The Edge Hub reports unacknowledged messages without any error raised in the module
See original GitHub issueI was trying to measure the maximum throughput I could expect using messages with routing.
I have two simple edge modules:
- Producer - Listens for messages using a
ModuleClient.SetInputMessageHandlerAsync(...)
and responds with a message containing the current time in UTC in a JSON object. - Consumer - Sends a message to the producer module with the
CorrelationId
set to current time in UTC, and listens for a response message using aModuleClient.SetInputMessageHandlerAsync(...)

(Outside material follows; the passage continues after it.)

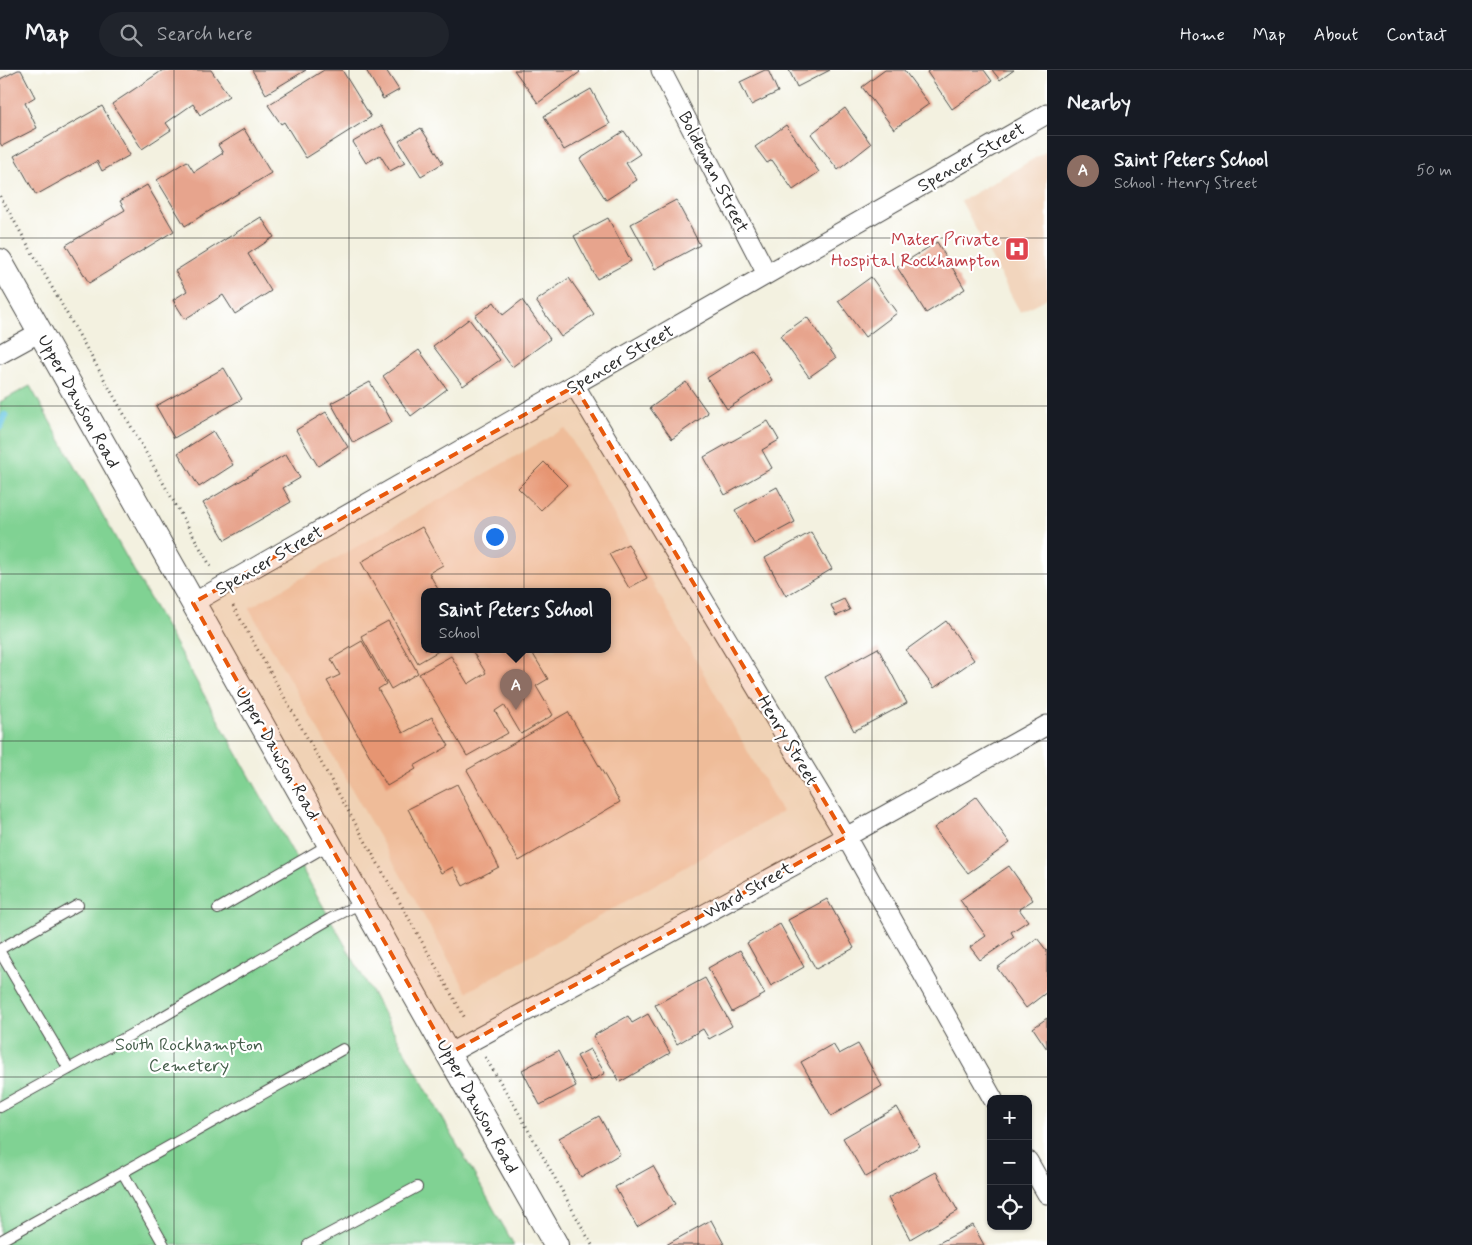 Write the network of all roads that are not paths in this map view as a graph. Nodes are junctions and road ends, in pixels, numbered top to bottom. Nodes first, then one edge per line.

, and measures the latency between two modules.
All code is available in my GitHub repo here: mill5james/IoTEdgeMethodVsMessage
And the images are published in Docker Hub at mill5james
When sending only messages between modules, I will repeatedly see unacknowledged messages in the Edge Hub without any error in the producer or consumer. These will be followed by exceptions from the MQTT stack. I have no clue as to the periodicity of these exceptions.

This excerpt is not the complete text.